Estávamos na praia, eu e minha Morena, quando ela fez a sugestão:

– Vamos ao teatro?

Fui ao mar, sem dizer palavra, e lá fiquei, o quê?, uns vinte minutos, murchando e pensando na hipótese. Eu só lembrava do Luiz Antônio Simas e sua experiência com o teatro, ele que publicou um antológico texto chamado Bodas de prata, hoje indisponível para leitura por conta da compilação que está a fazer o Simas, sobre a alegria que foi comemorar 25 anos longe do teatro. Voltei para a areia. E disse:

– Pra ver o quê?

– O Bigode.

Fui ao mar, sem dizer palavra, e lá fiquei mais uns 15 minutos. Só conseguia me lembrar do Julio Vellozo, que me contou ter caído numa armadilha, à certa altura, aceitando um convite para ir ao cinema assistir a um filme sobre um tapete (um tapete!), iraniano, diga-se – o tapete e o filme.

Voltei.

– O Bigode?

– Arrã. – enlouqueço quando ela fala arrã, uma de suas marcas paranaenses, porque é charmoso demais o seu arrã.

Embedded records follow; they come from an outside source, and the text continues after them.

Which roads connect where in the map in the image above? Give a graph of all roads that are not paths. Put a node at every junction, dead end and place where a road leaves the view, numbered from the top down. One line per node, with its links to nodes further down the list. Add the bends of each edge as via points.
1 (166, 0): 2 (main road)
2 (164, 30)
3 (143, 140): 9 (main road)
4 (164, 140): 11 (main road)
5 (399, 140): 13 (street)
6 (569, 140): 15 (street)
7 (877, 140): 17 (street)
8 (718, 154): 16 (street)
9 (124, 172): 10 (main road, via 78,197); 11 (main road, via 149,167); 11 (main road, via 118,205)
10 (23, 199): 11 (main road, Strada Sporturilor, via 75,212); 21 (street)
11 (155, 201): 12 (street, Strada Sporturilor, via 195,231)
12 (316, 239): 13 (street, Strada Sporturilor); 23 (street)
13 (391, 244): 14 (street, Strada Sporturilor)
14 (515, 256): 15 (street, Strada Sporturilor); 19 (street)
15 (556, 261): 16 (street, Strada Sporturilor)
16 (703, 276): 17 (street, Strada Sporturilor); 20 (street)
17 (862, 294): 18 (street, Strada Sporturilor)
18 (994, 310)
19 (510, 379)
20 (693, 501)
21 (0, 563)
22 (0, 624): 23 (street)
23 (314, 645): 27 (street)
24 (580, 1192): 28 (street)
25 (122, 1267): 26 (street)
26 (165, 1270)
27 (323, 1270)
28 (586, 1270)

– Vamos… – disse por conta das restrições da Quaresma (é tempo de sacrifícios).

Eu disse vamos mas fui ao Google atrás de informações sobre a peça. Deparei-me com isso:

“Carrère diz que ficou surpreso quando foi abordado pelos integrantes do Coletivo Lupa, que pediram autorização para levar o romance ao palco. O encontro aconteceu pessoalmente em 2011, quando o escritor veio ao Brasil para a Festa Literária Internacional de Paraty e participou de debates no Rio de Janeiro. De cara, a resposta foi dizer que “não considera o texto muito teatral”. Por outro lado, ele admite não ser ter muito contato com as artes cênicas.”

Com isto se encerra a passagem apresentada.